*** Opening Data for analysis ***
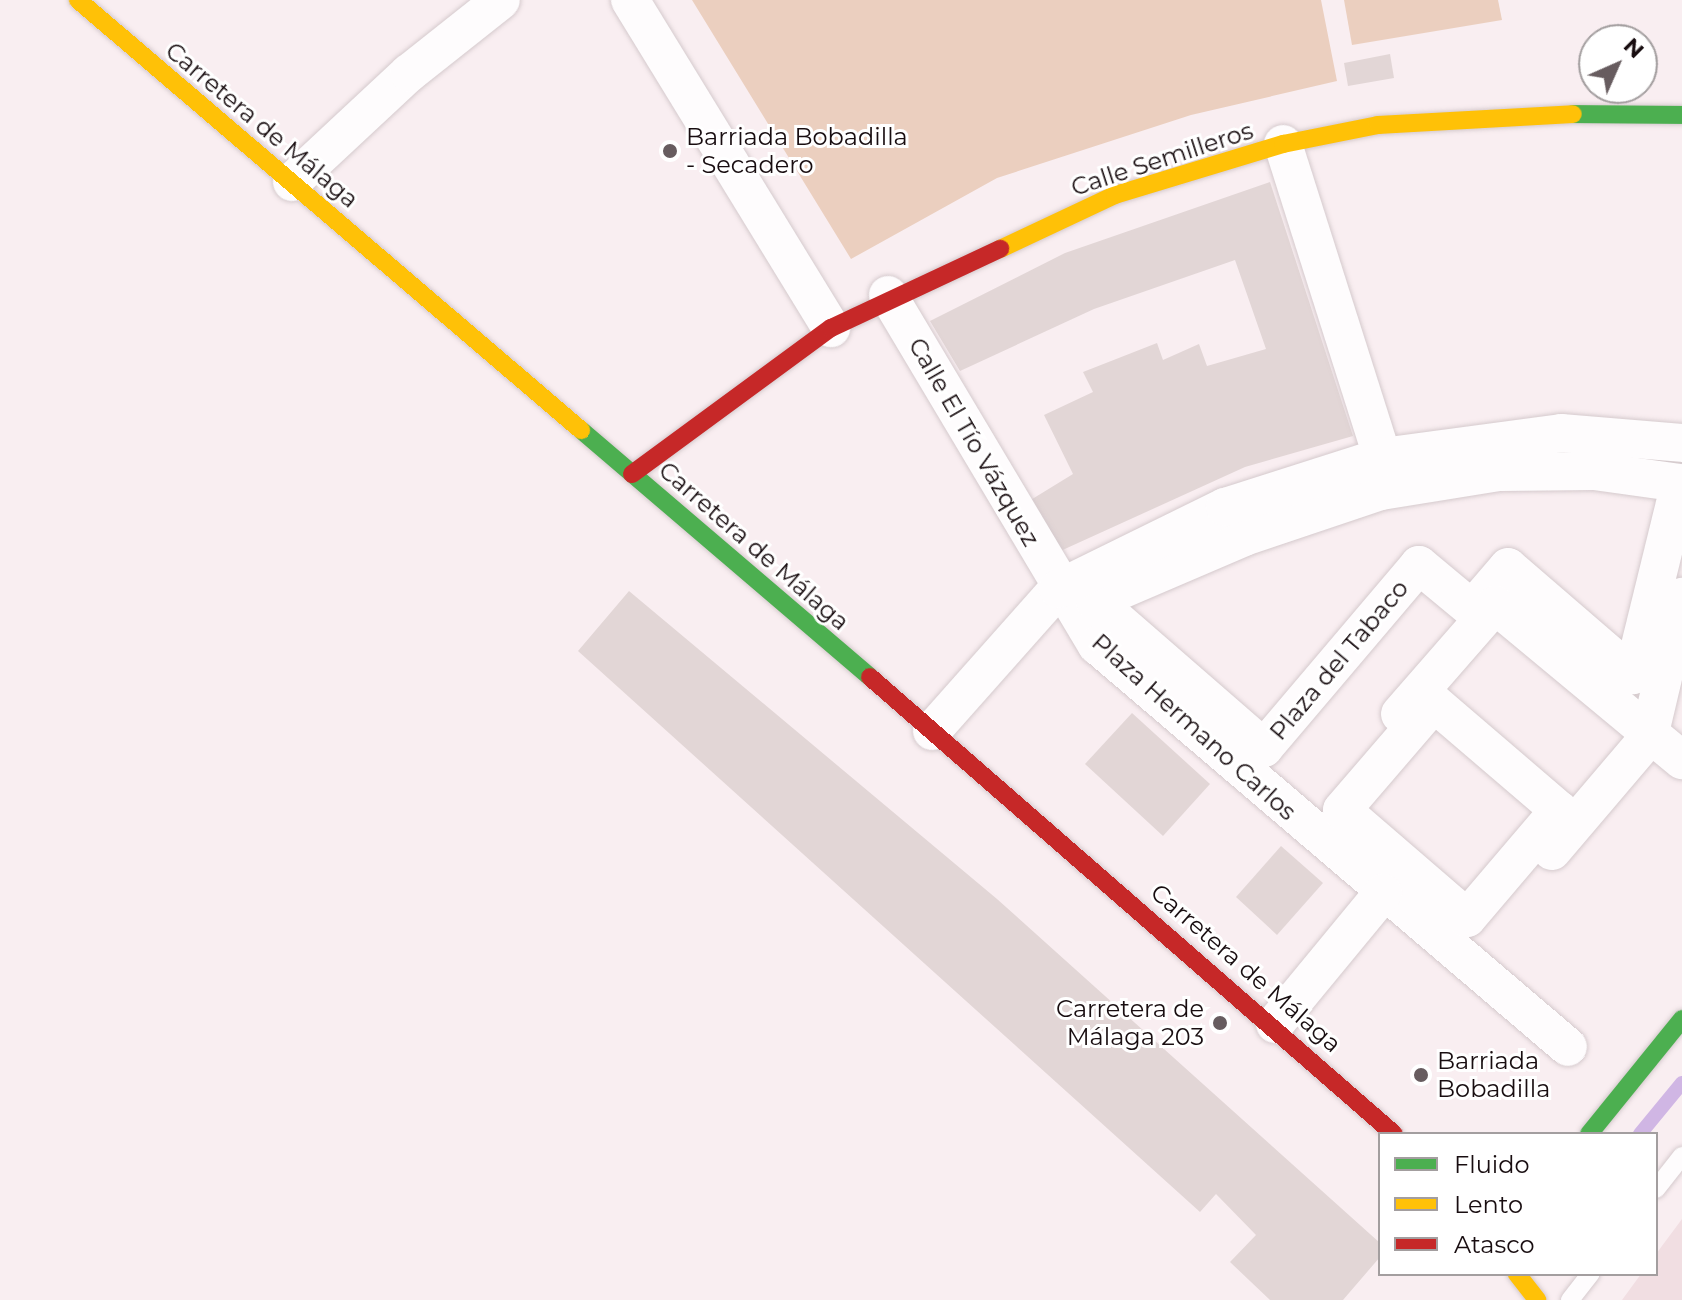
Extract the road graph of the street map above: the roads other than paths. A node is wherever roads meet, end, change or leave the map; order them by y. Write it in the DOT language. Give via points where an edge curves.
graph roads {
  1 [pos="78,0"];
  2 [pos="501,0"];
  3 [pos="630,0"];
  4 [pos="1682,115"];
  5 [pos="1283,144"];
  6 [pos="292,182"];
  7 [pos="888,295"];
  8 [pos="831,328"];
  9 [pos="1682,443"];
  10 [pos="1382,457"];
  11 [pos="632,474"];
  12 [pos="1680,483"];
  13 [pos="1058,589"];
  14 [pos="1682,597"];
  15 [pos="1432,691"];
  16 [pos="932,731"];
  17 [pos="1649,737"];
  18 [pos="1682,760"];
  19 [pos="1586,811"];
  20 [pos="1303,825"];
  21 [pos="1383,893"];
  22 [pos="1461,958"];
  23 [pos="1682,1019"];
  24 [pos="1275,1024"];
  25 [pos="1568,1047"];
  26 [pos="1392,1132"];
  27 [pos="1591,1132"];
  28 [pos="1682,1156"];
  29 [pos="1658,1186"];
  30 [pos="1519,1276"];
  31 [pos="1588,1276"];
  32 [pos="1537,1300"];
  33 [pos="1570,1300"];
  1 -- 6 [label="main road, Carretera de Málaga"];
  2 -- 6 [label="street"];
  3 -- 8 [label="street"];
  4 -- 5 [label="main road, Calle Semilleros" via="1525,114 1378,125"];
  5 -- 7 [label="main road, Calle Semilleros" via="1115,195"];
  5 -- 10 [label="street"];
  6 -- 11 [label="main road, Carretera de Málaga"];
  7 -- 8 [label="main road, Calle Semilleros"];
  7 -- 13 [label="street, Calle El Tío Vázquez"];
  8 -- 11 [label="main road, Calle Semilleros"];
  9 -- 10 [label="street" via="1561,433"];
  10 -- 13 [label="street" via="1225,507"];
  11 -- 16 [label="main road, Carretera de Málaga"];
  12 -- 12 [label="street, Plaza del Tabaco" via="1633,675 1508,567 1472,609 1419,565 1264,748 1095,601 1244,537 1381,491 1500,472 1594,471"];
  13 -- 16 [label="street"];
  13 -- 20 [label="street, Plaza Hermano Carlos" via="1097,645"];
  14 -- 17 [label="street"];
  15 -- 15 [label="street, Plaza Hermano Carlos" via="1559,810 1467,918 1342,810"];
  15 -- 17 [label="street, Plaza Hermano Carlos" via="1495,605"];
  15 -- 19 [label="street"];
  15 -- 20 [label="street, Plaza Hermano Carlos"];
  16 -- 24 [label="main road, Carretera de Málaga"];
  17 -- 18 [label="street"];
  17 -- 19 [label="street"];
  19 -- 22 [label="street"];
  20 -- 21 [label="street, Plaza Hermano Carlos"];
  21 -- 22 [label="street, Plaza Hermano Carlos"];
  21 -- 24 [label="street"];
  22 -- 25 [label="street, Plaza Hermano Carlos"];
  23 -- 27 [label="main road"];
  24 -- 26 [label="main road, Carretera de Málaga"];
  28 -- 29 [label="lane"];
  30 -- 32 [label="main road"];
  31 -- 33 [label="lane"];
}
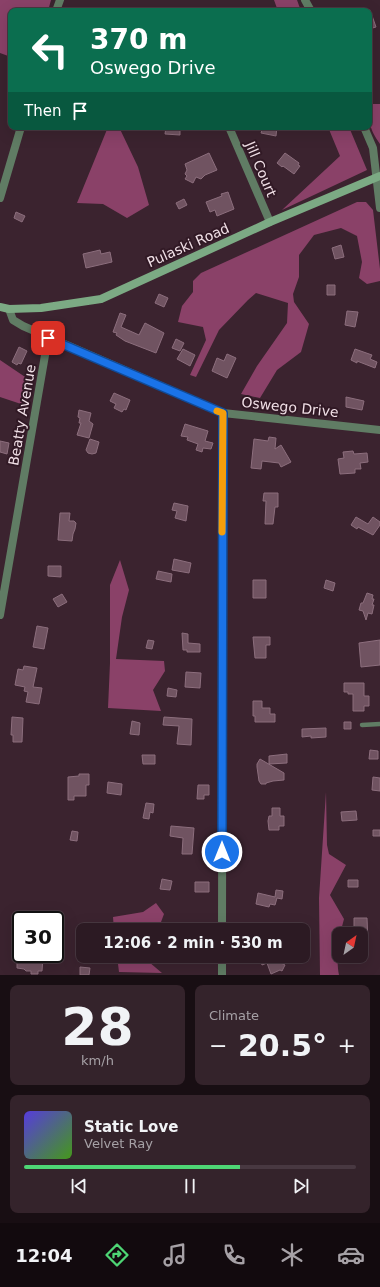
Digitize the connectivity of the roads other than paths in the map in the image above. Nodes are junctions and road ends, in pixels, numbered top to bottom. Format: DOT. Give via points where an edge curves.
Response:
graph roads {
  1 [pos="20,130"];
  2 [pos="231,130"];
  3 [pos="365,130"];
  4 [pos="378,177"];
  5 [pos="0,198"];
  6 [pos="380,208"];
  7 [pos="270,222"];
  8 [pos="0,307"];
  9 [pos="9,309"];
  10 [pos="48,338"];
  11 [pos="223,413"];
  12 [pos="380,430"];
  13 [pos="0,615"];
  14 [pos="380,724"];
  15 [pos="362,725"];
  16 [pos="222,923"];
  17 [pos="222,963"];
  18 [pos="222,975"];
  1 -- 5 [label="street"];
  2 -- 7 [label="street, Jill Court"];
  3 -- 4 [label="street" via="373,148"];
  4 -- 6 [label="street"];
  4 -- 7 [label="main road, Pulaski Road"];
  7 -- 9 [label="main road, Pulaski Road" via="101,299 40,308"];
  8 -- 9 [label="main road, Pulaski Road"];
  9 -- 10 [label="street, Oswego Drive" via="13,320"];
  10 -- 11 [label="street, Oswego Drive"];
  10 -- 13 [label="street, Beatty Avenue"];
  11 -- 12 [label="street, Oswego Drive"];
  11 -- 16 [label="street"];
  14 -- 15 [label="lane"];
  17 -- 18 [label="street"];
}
*** Closing Data for analysis ***
**Task details**
Each entry must be set down word for word; no image may be carried over.

**Solution for this exercise**
Extract the road graph of the street map above: the roads other than paths. A node is wherever roads meet, end, change or leave the map; order them by y. Write it in the DOT language. Give via points where an edge curves.
graph roads {
  1 [pos="78,0"];
  2 [pos="501,0"];
  3 [pos="630,0"];
  4 [pos="1682,115"];
  5 [pos="1283,144"];
  6 [pos="292,182"];
  7 [pos="888,295"];
  8 [pos="831,328"];
  9 [pos="1682,443"];
  10 [pos="1382,457"];
  11 [pos="632,474"];
  12 [pos="1680,483"];
  13 [pos="1058,589"];
  14 [pos="1682,597"];
  15 [pos="1432,691"];
  16 [pos="932,731"];
  17 [pos="1649,737"];
  18 [pos="1682,760"];
  19 [pos="1586,811"];
  20 [pos="1303,825"];
  21 [pos="1383,893"];
  22 [pos="1461,958"];
  23 [pos="1682,1019"];
  24 [pos="1275,1024"];
  25 [pos="1568,1047"];
  26 [pos="1392,1132"];
  27 [pos="1591,1132"];
  28 [pos="1682,1156"];
  29 [pos="1658,1186"];
  30 [pos="1519,1276"];
  31 [pos="1588,1276"];
  32 [pos="1537,1300"];
  33 [pos="1570,1300"];
  1 -- 6 [label="main road, Carretera de Málaga"];
  2 -- 6 [label="street"];
  3 -- 8 [label="street"];
  4 -- 5 [label="main road, Calle Semilleros" via="1525,114 1378,125"];
  5 -- 7 [label="main road, Calle Semilleros" via="1115,195"];
  5 -- 10 [label="street"];
  6 -- 11 [label="main road, Carretera de Málaga"];
  7 -- 8 [label="main road, Calle Semilleros"];
  7 -- 13 [label="street, Calle El Tío Vázquez"];
  8 -- 11 [label="main road, Calle Semilleros"];
  9 -- 10 [label="street" via="1561,433"];
  10 -- 13 [label="street" via="1225,507"];
  11 -- 16 [label="main road, Carretera de Málaga"];
  12 -- 12 [label="street, Plaza del Tabaco" via="1633,675 1508,567 1472,609 1419,565 1264,748 1095,601 1244,537 1381,491 1500,472 1594,471"];
  13 -- 16 [label="street"];
  13 -- 20 [label="street, Plaza Hermano Carlos" via="1097,645"];
  14 -- 17 [label="street"];
  15 -- 15 [label="street, Plaza Hermano Carlos" via="1559,810 1467,918 1342,810"];
  15 -- 17 [label="street, Plaza Hermano Carlos" via="1495,605"];
  15 -- 19 [label="street"];
  15 -- 20 [label="street, Plaza Hermano Carlos"];
  16 -- 24 [label="main road, Carretera de Málaga"];
  17 -- 18 [label="street"];
  17 -- 19 [label="street"];
  19 -- 22 [label="street"];
  20 -- 21 [label="street, Plaza Hermano Carlos"];
  21 -- 22 [label="street, Plaza Hermano Carlos"];
  21 -- 24 [label="street"];
  22 -- 25 [label="street, Plaza Hermano Carlos"];
  23 -- 27 [label="main road"];
  24 -- 26 [label="main road, Carretera de Málaga"];
  28 -- 29 [label="lane"];
  30 -- 32 [label="main road"];
  31 -- 33 [label="lane"];
}
Digitize the connectivity of the roads other than paths in the map in the image above. Nodes are junctions and road ends, in pixels, numbered top to bottom. Format: DOT. Give via points where an edge curves.
Response:
graph roads {
  1 [pos="20,130"];
  2 [pos="231,130"];
  3 [pos="365,130"];
  4 [pos="378,177"];
  5 [pos="0,198"];
  6 [pos="380,208"];
  7 [pos="270,222"];
  8 [pos="0,307"];
  9 [pos="9,309"];
  10 [pos="48,338"];
  11 [pos="223,413"];
  12 [pos="380,430"];
  13 [pos="0,615"];
  14 [pos="380,724"];
  15 [pos="362,725"];
  16 [pos="222,923"];
  17 [pos="222,963"];
  18 [pos="222,975"];
  1 -- 5 [label="street"];
  2 -- 7 [label="street, Jill Court"];
  3 -- 4 [label="street" via="373,148"];
  4 -- 6 [label="street"];
  4 -- 7 [label="main road, Pulaski Road"];
  7 -- 9 [label="main road, Pulaski Road" via="101,299 40,308"];
  8 -- 9 [label="main road, Pulaski Road"];
  9 -- 10 [label="street, Oswego Drive" via="13,320"];
  10 -- 11 [label="street, Oswego Drive"];
  10 -- 13 [label="street, Beatty Avenue"];
  11 -- 12 [label="street, Oswego Drive"];
  11 -- 16 [label="street"];
  14 -- 15 [label="lane"];
  17 -- 18 [label="street"];
}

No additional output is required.